_Task requirements:_
Examine the records and identify each line that includes the string "Durazno". Copy those lines.

_Entries supplied:_
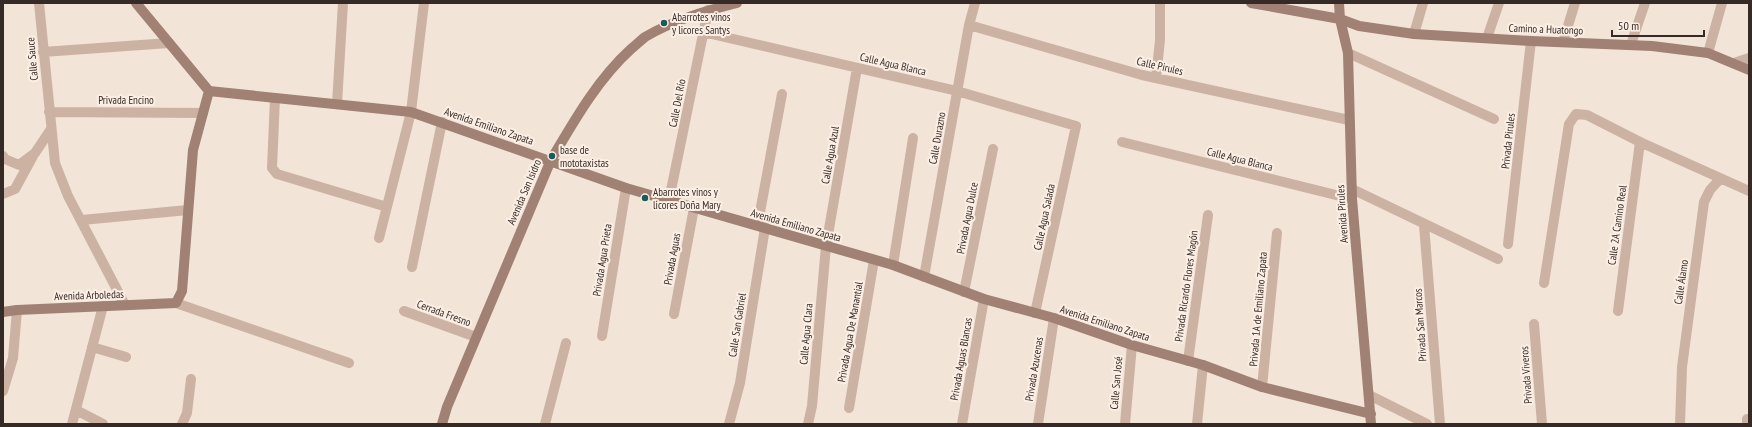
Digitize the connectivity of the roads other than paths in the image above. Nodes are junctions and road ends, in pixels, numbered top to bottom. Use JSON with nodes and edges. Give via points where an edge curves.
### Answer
{"nodes":[{"id":1,"x":39,"y":3,"type":"edge"},
{"id":2,"x":343,"y":3,"type":"edge"},
{"id":3,"x":424,"y":3,"type":"edge"},
{"id":4,"x":737,"y":3,"type":"edge"},
{"id":5,"x":975,"y":3,"type":"edge"},
{"id":6,"x":1160,"y":3,"type":"edge"},
{"id":7,"x":1251,"y":3,"type":"edge"},
{"id":8,"x":1339,"y":3,"type":"edge"},
{"id":9,"x":1423,"y":3,"type":"edge"},
{"id":10,"x":1499,"y":3,"type":"edge"},
{"id":11,"x":1575,"y":3,"type":"edge"},
{"id":12,"x":1646,"y":3,"type":"edge"},
{"id":13,"x":1722,"y":3,"type":"edge"},
{"id":14,"x":135,"y":4,"type":"edge"},
{"id":15,"x":708,"y":10,"type":"junction"},
{"id":16,"x":1340,"y":19,"type":"junction"},
{"id":17,"x":969,"y":24,"type":"junction"},
{"id":18,"x":703,"y":32,"type":"junction"},
{"id":19,"x":1414,"y":34,"type":"junction"},
{"id":20,"x":1488,"y":38,"type":"junction"},
{"id":21,"x":1531,"y":41,"type":"junction"},
{"id":22,"x":1563,"y":42,"type":"junction"},
{"id":23,"x":169,"y":43,"type":"junction"},
{"id":24,"x":1631,"y":44,"type":"junction"},
{"id":25,"x":43,"y":52,"type":"junction"},
{"id":26,"x":1348,"y":53,"type":"junction"},
{"id":27,"x":1708,"y":53,"type":"junction"},
{"id":28,"x":1749,"y":58,"type":"edge"},
{"id":29,"x":1734,"y":63,"type":"junction"},
{"id":30,"x":856,"y":68,"type":"junction"},
{"id":31,"x":1749,"y":70,"type":"edge"},
{"id":32,"x":1156,"y":78,"type":"junction"},
{"id":33,"x":209,"y":91,"type":"junction"},
{"id":34,"x":957,"y":91,"type":"junction"},
{"id":35,"x":782,"y":94,"type":"dead end"},
{"id":36,"x":275,"y":98,"type":"junction"},
{"id":37,"x":337,"y":104,"type":"junction"},
{"id":38,"x":49,"y":112,"type":"junction"},
{"id":39,"x":411,"y":112,"type":"junction"},
{"id":40,"x":203,"y":113,"type":"junction"},
{"id":41,"x":1494,"y":119,"type":"dead end"},
{"id":42,"x":1349,"y":120,"type":"junction"},
{"id":43,"x":442,"y":122,"type":"junction"},
{"id":44,"x":1076,"y":126,"type":"joint"},
{"id":45,"x":50,"y":128,"type":"junction"},
{"id":46,"x":912,"y":138,"type":"dead end"},
{"id":47,"x":1122,"y":142,"type":"dead end"},
{"id":48,"x":1640,"y":142,"type":"junction"},
{"id":49,"x":993,"y":149,"type":"dead end"},
{"id":50,"x":35,"y":153,"type":"junction"},
{"id":51,"x":3,"y":156,"type":"edge"},
{"id":52,"x":551,"y":160,"type":"junction"},
{"id":53,"x":1720,"y":179,"type":"junction"},
{"id":54,"x":626,"y":188,"type":"junction"},
{"id":55,"x":1749,"y":192,"type":"edge"},
{"id":56,"x":3,"y":194,"type":"edge"},
{"id":57,"x":1352,"y":194,"type":"junction"},
{"id":58,"x":669,"y":200,"type":"junction"},
{"id":59,"x":387,"y":207,"type":"junction"},
{"id":60,"x":694,"y":208,"type":"junction"},
{"id":61,"x":188,"y":210,"type":"junction"},
{"id":62,"x":1208,"y":216,"type":"dead end"},
{"id":63,"x":82,"y":220,"type":"junction"},
{"id":64,"x":1424,"y":225,"type":"junction"},
{"id":65,"x":765,"y":228,"type":"junction"},
{"id":66,"x":1277,"y":233,"type":"dead end"},
{"id":67,"x":379,"y":238,"type":"dead end"},
{"id":68,"x":1508,"y":244,"type":"dead end"},
{"id":69,"x":826,"y":246,"type":"junction"},
{"id":70,"x":1498,"y":259,"type":"dead end"},
{"id":71,"x":874,"y":260,"type":"junction"},
{"id":72,"x":893,"y":266,"type":"junction"},
{"id":73,"x":412,"y":267,"type":"dead end"},
{"id":74,"x":924,"y":277,"type":"junction"},
{"id":75,"x":1544,"y":283,"type":"dead end"},
{"id":76,"x":964,"y":292,"type":"junction"},
{"id":77,"x":984,"y":299,"type":"junction"},
{"id":78,"x":176,"y":303,"type":"junction"},
{"id":79,"x":125,"y":305,"type":"junction"},
{"id":80,"x":103,"y":306,"type":"junction"},
{"id":81,"x":17,"y":310,"type":"junction"},
{"id":82,"x":404,"y":311,"type":"dead end"},
{"id":83,"x":1618,"y":311,"type":"dead end"},
{"id":84,"x":3,"y":312,"type":"edge"},
{"id":85,"x":1035,"y":313,"type":"junction"},
{"id":86,"x":674,"y":314,"type":"dead end"},
{"id":87,"x":1054,"y":318,"type":"junction"},
{"id":88,"x":1534,"y":324,"type":"dead end"},
{"id":89,"x":602,"y":336,"type":"dead end"},
{"id":90,"x":476,"y":337,"type":"junction"},
{"id":91,"x":566,"y":343,"type":"dead end"},
{"id":92,"x":1132,"y":345,"type":"junction"},
{"id":93,"x":92,"y":347,"type":"junction"},
{"id":94,"x":126,"y":357,"type":"dead end"},
{"id":95,"x":1188,"y":361,"type":"junction"},
{"id":96,"x":349,"y":363,"type":"dead end"},
{"id":97,"x":1203,"y":365,"type":"junction"},
{"id":98,"x":191,"y":379,"type":"dead end"},
{"id":99,"x":1262,"y":386,"type":"junction"},
{"id":100,"x":3,"y":391,"type":"edge"},
{"id":101,"x":1369,"y":395,"type":"junction"},
{"id":102,"x":849,"y":408,"type":"dead end"},
{"id":103,"x":76,"y":410,"type":"junction"},
{"id":104,"x":1371,"y":419,"type":"edge"},
{"id":105,"x":1421,"y":423,"type":"edge"},
{"id":106,"x":72,"y":424,"type":"edge"},
{"id":107,"x":103,"y":424,"type":"edge"},
{"id":108,"x":182,"y":424,"type":"edge"},
{"id":109,"x":442,"y":424,"type":"edge"},
{"id":110,"x":545,"y":424,"type":"edge"},
{"id":111,"x":729,"y":424,"type":"edge"},
{"id":112,"x":808,"y":424,"type":"edge"},
{"id":113,"x":962,"y":424,"type":"edge"},
{"id":114,"x":1038,"y":424,"type":"edge"},
{"id":115,"x":1125,"y":424,"type":"edge"},
{"id":116,"x":1197,"y":424,"type":"edge"},
{"id":117,"x":1440,"y":424,"type":"edge"},
{"id":118,"x":1542,"y":424,"type":"edge"},
{"id":119,"x":1680,"y":424,"type":"edge"}],
"edges":[{"from":1,"to":25,"type":"street","name":"Calle Sauce"},
{"from":2,"to":37,"type":"street"},
{"from":3,"to":39,"type":"street"},
{"from":4,"to":15,"type":"main road","name":"Avenida San Isidro"},
{"from":5,"to":17,"type":"street","name":"Calle Durazno"},
{"from":6,"to":32,"type":"street"},
{"from":7,"to":16,"type":"main road"},
{"from":8,"to":16,"type":"main road","name":"Avenida Pirules"},
{"from":9,"to":19,"type":"street"},
{"from":10,"to":20,"type":"street"},
{"from":11,"to":22,"type":"street"},
{"from":12,"to":24,"type":"street"},
{"from":13,"to":27,"type":"street"},
{"from":14,"to":23,"type":"main road"},
{"from":15,"to":18,"type":"street","name":"Calle Del Río"},
{"from":15,"to":52,"type":"main road","name":"Avenida San Isidro","via":[[678,20],[644,38],[618,62],[596,89]]},
{"from":16,"to":19,"type":"main road","name":"Camino a Huatongo","via":[[1359,26]]},
{"from":16,"to":26,"type":"main road","name":"Avenida Pirules"},
{"from":17,"to":32,"type":"street","name":"Calle Pirules"},
{"from":17,"to":34,"type":"street","name":"Calle Durazno"},
{"from":18,"to":30,"type":"street","name":"Calle Agua Blanca"},
{"from":18,"to":58,"type":"street","name":"Calle Del Río"},
{"from":19,"to":20,"type":"main road","name":"Camino a Huatongo"},
{"from":20,"to":21,"type":"main road","name":"Camino a Huatongo"},
{"from":21,"to":22,"type":"main road","name":"Camino a Huatongo"},
{"from":21,"to":68,"type":"street","name":"Privada Pirules"},
{"from":22,"to":24,"type":"main road","name":"Camino a Huatongo"},
{"from":23,"to":25,"type":"street"},
{"from":23,"to":33,"type":"main road"},
{"from":24,"to":27,"type":"main road","name":"Camino a Huatongo"},
{"from":25,"to":38,"type":"street","name":"Calle Sauce"},
{"from":26,"to":41,"type":"street"},
{"from":26,"to":42,"type":"main road","name":"Avenida Pirules"},
{"from":27,"to":29,"type":"main road","name":"Camino a Huatongo"},
{"from":28,"to":29,"type":"street"},
{"from":29,"to":31,"type":"main road","name":"Camino a Huatongo"},
{"from":30,"to":34,"type":"street","name":"Calle Agua Blanca"},
{"from":30,"to":69,"type":"street","name":"Calle Agua Azul"},
{"from":32,"to":42,"type":"street","name":"Calle Pirules"},
{"from":33,"to":36,"type":"main road","name":"Avenida Emiliano Zapata"},
{"from":33,"to":40,"type":"main road"},
{"from":34,"to":44,"type":"street","name":"Calle Agua Blanca"},
{"from":34,"to":74,"type":"street","name":"Calle Durazno"},
{"from":35,"to":65,"type":"street","via":[[760,212]]},
{"from":36,"to":37,"type":"main road","name":"Avenida Emiliano Zapata"},
{"from":36,"to":59,"type":"street","via":[[272,168],[277,174]]},
{"from":37,"to":39,"type":"main road","name":"Avenida Emiliano Zapata"},
{"from":38,"to":40,"type":"street","name":"Privada Encino"},
{"from":38,"to":45,"type":"street","name":"Calle Sauce"},
{"from":39,"to":43,"type":"main road","name":"Avenida Emiliano Zapata"},
{"from":39,"to":59,"type":"street"},
{"from":40,"to":61,"type":"main road","via":[[192,150]]},
{"from":42,"to":57,"type":"main road","name":"Avenida Pirules"},
{"from":43,"to":52,"type":"main road","name":"Avenida Emiliano Zapata"},
{"from":43,"to":73,"type":"street"},
{"from":44,"to":85,"type":"street","name":"Calle Agua Salada"},
{"from":45,"to":50,"type":"street"},
{"from":45,"to":63,"type":"street","name":"Calle Sauce","via":[[55,163],[68,196]]},
{"from":46,"to":72,"type":"street"},
{"from":47,"to":57,"type":"street","name":"Calle Agua Blanca"},
{"from":48,"to":53,"type":"street"},
{"from":48,"to":75,"type":"street","via":[[1587,115],[1576,114],[1569,124]]},
{"from":48,"to":83,"type":"street","name":"Calle 2A Camino Real"},
{"from":49,"to":76,"type":"street","name":"Privada Agua Dulce"},
{"from":50,"to":51,"type":"street","via":[[19,165]]},
{"from":50,"to":56,"type":"street","via":[[15,189]]},
{"from":52,"to":54,"type":"main road","name":"Avenida Emiliano Zapata"},
{"from":52,"to":90,"type":"main road","name":"Avenida San Isidro"},
{"from":53,"to":55,"type":"street"},
{"from":53,"to":119,"type":"street","name":"Calle Álamo","via":[[1704,202],[1682,367]]},
{"from":54,"to":58,"type":"main road","name":"Avenida Emiliano Zapata"},
{"from":54,"to":89,"type":"street","name":"Privada Agua Prieta"},
{"from":57,"to":64,"type":"street","name":"Calle Agua Blanca"},
{"from":57,"to":101,"type":"main road","name":"Avenida Pirules"},
{"from":58,"to":60,"type":"main road","name":"Avenida Emiliano Zapata"},
{"from":59,"to":67,"type":"street"},
{"from":60,"to":65,"type":"main road","name":"Avenida Emiliano Zapata"},
{"from":60,"to":86,"type":"street","name":"Privada Aguas"},
{"from":61,"to":63,"type":"street"},
{"from":61,"to":78,"type":"main road","via":[[182,291]]},
{"from":62,"to":95,"type":"street","name":"Privada Ricardo Flores Magón"},
{"from":63,"to":79,"type":"street","name":"Calle Sauce"},
{"from":64,"to":70,"type":"street","name":"Calle Agua Blanca"},
{"from":64,"to":117,"type":"street","name":"Privada San Marcos"},
{"from":65,"to":69,"type":"main road","name":"Avenida Emiliano Zapata"},
{"from":65,"to":111,"type":"street","name":"Calle San Gabriel","via":[[740,383]]},
{"from":66,"to":99,"type":"street","name":"Privada 1A de Emiliano Zapata"},
{"from":69,"to":71,"type":"main road","name":"Avenida Emiliano Zapata"},
{"from":69,"to":112,"type":"street","name":"Calle Agua Clara","via":[[812,406]]},
{"from":71,"to":72,"type":"main road","name":"Avenida Emiliano Zapata"},
{"from":71,"to":102,"type":"street","name":"Privada Agua De Manantial"},
{"from":72,"to":74,"type":"main road","name":"Avenida Emiliano Zapata"},
{"from":74,"to":76,"type":"main road","name":"Avenida Emiliano Zapata"},
{"from":76,"to":77,"type":"main road","name":"Avenida Emiliano Zapata"},
{"from":77,"to":85,"type":"main road","name":"Avenida Emiliano Zapata"},
{"from":77,"to":113,"type":"street","name":"Privada Aguas Blancas"},
{"from":78,"to":79,"type":"main road","name":"Avenida Arboledas"},
{"from":78,"to":96,"type":"street"},
{"from":79,"to":80,"type":"main road","name":"Avenida Arboledas"},
{"from":80,"to":81,"type":"main road","name":"Avenida Arboledas"},
{"from":80,"to":93,"type":"street"},
{"from":81,"to":84,"type":"main road","name":"Avenida Arboledas"},
{"from":81,"to":100,"type":"street","via":[[13,358]]},
{"from":82,"to":90,"type":"street","name":"Cerrada Fresno"},
{"from":85,"to":87,"type":"main road","name":"Avenida Emiliano Zapata"},
{"from":87,"to":92,"type":"main road","name":"Avenida Emiliano Zapata"},
{"from":87,"to":114,"type":"street","name":"Privada Azucenas"},
{"from":88,"to":118,"type":"street","name":"Privada Viveros"},
{"from":90,"to":109,"type":"main road","name":"Avenida San Isidro"},
{"from":91,"to":110,"type":"street"},
{"from":92,"to":95,"type":"main road","name":"Avenida Emiliano Zapata"},
{"from":92,"to":115,"type":"street","name":"Calle San José"},
{"from":93,"to":94,"type":"street"},
{"from":93,"to":103,"type":"street"},
{"from":95,"to":97,"type":"main road","name":"Avenida Emiliano Zapata"},
{"from":97,"to":99,"type":"main road","name":"Avenida Emiliano Zapata"},
{"from":97,"to":116,"type":"street"},
{"from":98,"to":108,"type":"street","via":[[187,413]]},
{"from":99,"to":104,"type":"main road","name":"Avenida Emiliano Zapata"},
{"from":101,"to":104,"type":"main road","name":"Avenida Pirules"},
{"from":101,"to":105,"type":"street"},
{"from":103,"to":106,"type":"street"},
{"from":103,"to":107,"type":"street"}]}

_Output of the task:_
{"from":5,"to":17,"type":"street","name":"Calle Durazno"},
{"from":17,"to":34,"type":"street","name":"Calle Durazno"},
{"from":34,"to":74,"type":"street","name":"Calle Durazno"},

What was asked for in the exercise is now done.